### Task statement
Please filter the data down to the lines that include the word "nodes" and copy them.

Stored items:
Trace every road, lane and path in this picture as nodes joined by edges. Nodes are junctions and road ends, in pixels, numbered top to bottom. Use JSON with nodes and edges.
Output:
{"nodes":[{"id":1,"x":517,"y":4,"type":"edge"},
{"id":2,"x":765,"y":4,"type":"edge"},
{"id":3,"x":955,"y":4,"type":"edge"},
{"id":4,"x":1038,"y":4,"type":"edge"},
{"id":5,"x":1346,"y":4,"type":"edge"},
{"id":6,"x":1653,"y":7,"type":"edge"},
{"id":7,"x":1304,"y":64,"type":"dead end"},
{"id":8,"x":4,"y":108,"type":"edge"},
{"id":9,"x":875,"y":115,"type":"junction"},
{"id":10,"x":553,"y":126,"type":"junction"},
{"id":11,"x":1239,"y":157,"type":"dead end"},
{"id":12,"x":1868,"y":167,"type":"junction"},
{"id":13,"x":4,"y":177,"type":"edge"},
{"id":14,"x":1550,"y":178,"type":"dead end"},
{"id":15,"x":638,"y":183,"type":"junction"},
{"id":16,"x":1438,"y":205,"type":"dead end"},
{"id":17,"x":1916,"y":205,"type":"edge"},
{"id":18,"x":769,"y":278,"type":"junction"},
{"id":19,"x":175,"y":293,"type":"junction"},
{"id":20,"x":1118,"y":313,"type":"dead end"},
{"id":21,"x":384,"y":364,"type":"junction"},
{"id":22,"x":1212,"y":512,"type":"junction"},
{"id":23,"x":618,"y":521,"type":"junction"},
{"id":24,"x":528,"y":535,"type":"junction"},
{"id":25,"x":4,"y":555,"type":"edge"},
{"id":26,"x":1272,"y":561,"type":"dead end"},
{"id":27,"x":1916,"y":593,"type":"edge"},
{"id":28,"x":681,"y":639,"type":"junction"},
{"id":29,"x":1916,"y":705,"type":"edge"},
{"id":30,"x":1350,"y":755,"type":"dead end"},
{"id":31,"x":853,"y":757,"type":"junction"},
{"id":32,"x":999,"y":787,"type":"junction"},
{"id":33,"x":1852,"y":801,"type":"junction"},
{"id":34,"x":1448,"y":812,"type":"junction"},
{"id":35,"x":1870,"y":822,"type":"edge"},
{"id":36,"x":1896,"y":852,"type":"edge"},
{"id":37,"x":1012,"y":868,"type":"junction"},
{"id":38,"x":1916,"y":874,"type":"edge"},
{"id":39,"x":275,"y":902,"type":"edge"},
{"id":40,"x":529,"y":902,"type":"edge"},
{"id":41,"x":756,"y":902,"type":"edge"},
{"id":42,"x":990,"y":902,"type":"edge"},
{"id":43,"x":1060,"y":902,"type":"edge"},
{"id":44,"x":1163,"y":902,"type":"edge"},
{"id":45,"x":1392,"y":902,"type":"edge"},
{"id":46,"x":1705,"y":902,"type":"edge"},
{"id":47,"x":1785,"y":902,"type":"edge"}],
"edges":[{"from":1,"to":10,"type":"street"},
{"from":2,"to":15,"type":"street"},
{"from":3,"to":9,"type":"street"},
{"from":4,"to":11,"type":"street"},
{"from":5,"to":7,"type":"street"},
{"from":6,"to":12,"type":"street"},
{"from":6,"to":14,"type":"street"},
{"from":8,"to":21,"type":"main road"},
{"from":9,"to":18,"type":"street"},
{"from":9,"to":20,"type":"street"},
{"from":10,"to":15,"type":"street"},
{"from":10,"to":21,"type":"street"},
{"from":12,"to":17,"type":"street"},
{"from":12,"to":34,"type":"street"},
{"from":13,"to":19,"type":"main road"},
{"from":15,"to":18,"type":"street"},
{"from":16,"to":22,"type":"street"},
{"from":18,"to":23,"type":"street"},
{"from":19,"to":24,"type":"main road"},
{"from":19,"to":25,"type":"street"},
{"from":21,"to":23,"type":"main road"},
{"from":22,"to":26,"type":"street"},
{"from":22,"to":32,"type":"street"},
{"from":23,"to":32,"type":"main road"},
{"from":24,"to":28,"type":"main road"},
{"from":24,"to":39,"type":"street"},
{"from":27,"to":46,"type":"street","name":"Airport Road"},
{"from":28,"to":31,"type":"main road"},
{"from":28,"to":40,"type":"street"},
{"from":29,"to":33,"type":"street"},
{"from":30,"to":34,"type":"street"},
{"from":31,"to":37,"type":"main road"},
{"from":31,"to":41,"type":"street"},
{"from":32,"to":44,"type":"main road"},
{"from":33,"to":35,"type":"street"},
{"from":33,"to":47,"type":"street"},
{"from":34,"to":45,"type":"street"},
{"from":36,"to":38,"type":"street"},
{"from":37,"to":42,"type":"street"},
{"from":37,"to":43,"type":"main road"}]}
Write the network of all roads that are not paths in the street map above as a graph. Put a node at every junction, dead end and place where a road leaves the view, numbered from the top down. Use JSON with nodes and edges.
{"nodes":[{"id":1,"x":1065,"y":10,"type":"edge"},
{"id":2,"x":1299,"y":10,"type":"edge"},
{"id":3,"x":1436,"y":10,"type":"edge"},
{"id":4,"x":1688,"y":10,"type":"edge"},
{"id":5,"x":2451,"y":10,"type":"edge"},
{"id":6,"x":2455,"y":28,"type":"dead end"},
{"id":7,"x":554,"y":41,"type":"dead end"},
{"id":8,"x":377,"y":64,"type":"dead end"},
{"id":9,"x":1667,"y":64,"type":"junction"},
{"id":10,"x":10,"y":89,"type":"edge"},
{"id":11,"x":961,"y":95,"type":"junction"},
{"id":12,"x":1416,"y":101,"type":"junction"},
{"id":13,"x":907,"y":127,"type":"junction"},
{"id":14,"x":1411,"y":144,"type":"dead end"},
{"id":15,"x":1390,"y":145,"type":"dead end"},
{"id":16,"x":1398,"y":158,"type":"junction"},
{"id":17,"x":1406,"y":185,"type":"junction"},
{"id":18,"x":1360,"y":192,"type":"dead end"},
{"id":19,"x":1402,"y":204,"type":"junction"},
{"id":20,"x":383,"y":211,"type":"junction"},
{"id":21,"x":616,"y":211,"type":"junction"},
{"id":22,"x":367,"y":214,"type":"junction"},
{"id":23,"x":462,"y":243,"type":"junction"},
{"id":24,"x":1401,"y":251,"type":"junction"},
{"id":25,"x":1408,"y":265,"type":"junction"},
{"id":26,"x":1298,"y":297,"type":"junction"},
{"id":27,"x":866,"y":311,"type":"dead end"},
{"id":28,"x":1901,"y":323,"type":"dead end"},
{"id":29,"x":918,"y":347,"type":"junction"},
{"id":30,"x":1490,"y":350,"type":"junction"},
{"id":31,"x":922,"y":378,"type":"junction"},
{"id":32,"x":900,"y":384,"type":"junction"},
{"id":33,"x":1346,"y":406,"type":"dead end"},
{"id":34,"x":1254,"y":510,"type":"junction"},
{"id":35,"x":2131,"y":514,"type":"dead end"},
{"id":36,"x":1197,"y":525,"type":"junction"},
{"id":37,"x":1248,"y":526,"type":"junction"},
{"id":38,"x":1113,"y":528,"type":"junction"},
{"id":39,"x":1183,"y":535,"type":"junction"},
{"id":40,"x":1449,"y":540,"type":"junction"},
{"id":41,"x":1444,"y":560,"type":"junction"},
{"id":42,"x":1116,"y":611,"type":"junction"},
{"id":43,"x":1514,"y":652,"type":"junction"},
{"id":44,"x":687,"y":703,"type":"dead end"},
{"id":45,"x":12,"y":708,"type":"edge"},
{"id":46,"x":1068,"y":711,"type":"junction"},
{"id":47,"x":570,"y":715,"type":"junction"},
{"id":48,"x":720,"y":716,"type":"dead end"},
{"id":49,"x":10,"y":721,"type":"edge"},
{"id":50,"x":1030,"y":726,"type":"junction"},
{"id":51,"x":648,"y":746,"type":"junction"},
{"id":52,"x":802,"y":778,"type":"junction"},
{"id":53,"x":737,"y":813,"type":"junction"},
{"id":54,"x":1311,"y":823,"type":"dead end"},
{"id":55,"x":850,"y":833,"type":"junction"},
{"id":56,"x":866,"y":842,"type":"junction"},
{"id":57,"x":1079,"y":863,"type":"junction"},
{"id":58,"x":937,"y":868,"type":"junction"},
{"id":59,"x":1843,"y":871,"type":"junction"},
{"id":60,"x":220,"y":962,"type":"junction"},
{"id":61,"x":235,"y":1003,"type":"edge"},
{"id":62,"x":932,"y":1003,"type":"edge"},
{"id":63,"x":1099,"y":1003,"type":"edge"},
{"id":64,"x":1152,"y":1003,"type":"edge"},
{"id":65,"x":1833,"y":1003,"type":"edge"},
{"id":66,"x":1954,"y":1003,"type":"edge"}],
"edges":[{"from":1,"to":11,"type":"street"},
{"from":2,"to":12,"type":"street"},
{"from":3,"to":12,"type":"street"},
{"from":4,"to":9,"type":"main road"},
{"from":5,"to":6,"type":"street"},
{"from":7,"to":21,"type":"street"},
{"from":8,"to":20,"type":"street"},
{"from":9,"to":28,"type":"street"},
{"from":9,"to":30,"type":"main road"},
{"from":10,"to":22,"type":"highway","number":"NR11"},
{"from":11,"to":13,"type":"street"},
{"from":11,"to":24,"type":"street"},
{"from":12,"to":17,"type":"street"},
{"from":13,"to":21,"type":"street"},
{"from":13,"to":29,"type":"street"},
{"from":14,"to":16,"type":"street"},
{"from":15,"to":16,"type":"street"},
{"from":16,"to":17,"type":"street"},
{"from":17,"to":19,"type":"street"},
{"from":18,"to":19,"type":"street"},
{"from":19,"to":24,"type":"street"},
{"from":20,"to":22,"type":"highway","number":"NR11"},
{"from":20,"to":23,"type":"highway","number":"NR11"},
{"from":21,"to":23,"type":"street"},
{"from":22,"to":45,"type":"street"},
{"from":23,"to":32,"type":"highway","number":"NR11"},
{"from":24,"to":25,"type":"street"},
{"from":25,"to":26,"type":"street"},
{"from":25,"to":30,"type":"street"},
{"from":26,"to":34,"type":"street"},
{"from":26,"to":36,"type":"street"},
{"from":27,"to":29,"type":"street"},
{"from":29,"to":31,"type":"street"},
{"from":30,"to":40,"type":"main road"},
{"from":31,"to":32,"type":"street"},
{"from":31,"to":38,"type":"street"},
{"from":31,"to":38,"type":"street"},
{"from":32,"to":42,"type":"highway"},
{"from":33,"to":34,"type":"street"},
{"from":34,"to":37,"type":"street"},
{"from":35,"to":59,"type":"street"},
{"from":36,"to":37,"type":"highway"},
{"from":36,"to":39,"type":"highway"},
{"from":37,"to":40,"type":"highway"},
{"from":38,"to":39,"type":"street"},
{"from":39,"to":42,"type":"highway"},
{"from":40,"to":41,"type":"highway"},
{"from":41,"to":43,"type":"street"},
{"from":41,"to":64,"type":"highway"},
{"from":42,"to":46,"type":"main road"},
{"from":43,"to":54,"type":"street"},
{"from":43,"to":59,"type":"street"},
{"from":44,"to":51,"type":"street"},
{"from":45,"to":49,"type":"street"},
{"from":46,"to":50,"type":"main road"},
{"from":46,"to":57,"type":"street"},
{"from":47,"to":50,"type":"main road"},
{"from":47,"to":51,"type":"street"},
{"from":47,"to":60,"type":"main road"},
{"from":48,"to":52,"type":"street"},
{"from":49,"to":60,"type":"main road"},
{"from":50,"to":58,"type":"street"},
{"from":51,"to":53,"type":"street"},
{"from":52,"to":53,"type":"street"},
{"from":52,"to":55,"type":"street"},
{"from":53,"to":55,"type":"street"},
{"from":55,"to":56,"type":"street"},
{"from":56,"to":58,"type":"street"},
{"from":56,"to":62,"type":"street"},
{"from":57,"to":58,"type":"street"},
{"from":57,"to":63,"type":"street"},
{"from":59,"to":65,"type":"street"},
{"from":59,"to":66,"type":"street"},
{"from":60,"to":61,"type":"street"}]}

### Solution for this task
Trace every road, lane and path in this picture as nodes joined by edges. Nodes are junctions and road ends, in pixels, numbered top to bottom. Use JSON with nodes and edges.
{"nodes":[{"id":1,"x":517,"y":4,"type":"edge"},
Write the network of all roads that are not paths in the street map above as a graph. Put a node at every junction, dead end and place where a road leaves the view, numbered from the top down. Use JSON with nodes and edges.
{"nodes":[{"id":1,"x":1065,"y":10,"type":"edge"},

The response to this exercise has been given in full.